-- Opening Marker --

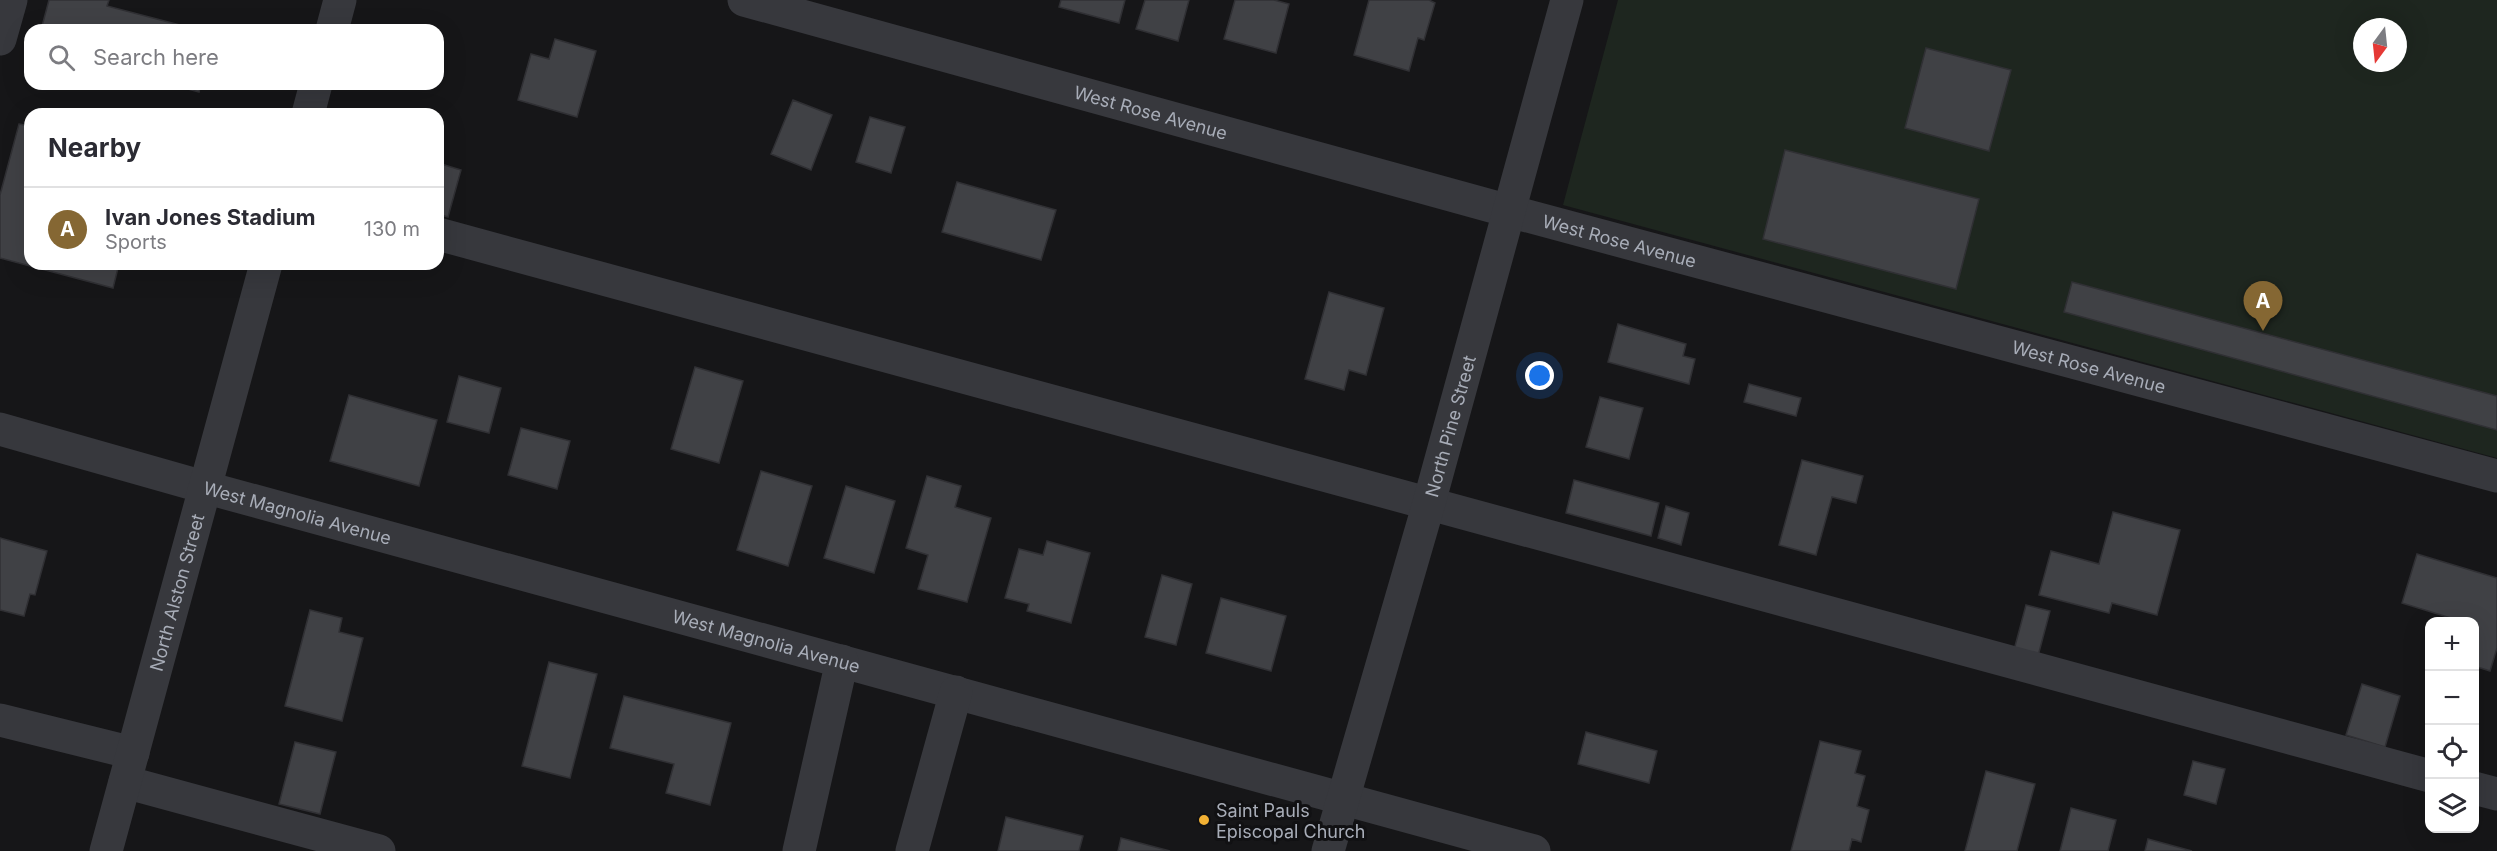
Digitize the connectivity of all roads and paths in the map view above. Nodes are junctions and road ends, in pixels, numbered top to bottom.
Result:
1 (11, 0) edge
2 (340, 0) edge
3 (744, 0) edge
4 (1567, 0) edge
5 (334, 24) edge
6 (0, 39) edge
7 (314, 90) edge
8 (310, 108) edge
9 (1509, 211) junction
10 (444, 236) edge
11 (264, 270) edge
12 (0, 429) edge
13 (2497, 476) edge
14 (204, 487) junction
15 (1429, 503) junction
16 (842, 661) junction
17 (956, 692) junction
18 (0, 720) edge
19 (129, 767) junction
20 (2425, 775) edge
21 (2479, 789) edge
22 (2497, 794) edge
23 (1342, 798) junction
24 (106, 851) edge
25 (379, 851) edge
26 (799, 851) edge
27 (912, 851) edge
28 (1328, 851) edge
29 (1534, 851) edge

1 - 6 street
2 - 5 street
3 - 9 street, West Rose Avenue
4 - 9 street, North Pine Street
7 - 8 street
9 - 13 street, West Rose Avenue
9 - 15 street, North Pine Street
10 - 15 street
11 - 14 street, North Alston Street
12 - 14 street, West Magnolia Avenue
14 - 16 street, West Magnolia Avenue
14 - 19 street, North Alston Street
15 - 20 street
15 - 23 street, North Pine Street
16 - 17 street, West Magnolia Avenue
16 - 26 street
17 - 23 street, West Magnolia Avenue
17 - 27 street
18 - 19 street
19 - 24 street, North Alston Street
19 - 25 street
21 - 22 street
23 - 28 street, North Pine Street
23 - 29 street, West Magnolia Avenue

-- Closing Marker --
-- Opening Marker --

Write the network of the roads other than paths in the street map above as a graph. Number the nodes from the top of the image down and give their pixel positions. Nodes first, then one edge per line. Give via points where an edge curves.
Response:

-- Closing Marker --

What to work on:
Please return all lines from the records that hold the word "paths".

Response:
Digitize the connectivity of all roads and paths in the map view above. Nodes are junctions and road ends, in pixels, numbered top to bottom.
Write the network of the roads other than paths in the street map above as a graph. Number the nodes from the top of the image down and give their pixel positions. Nodes first, then one edge per line. Give via points where an edge curves.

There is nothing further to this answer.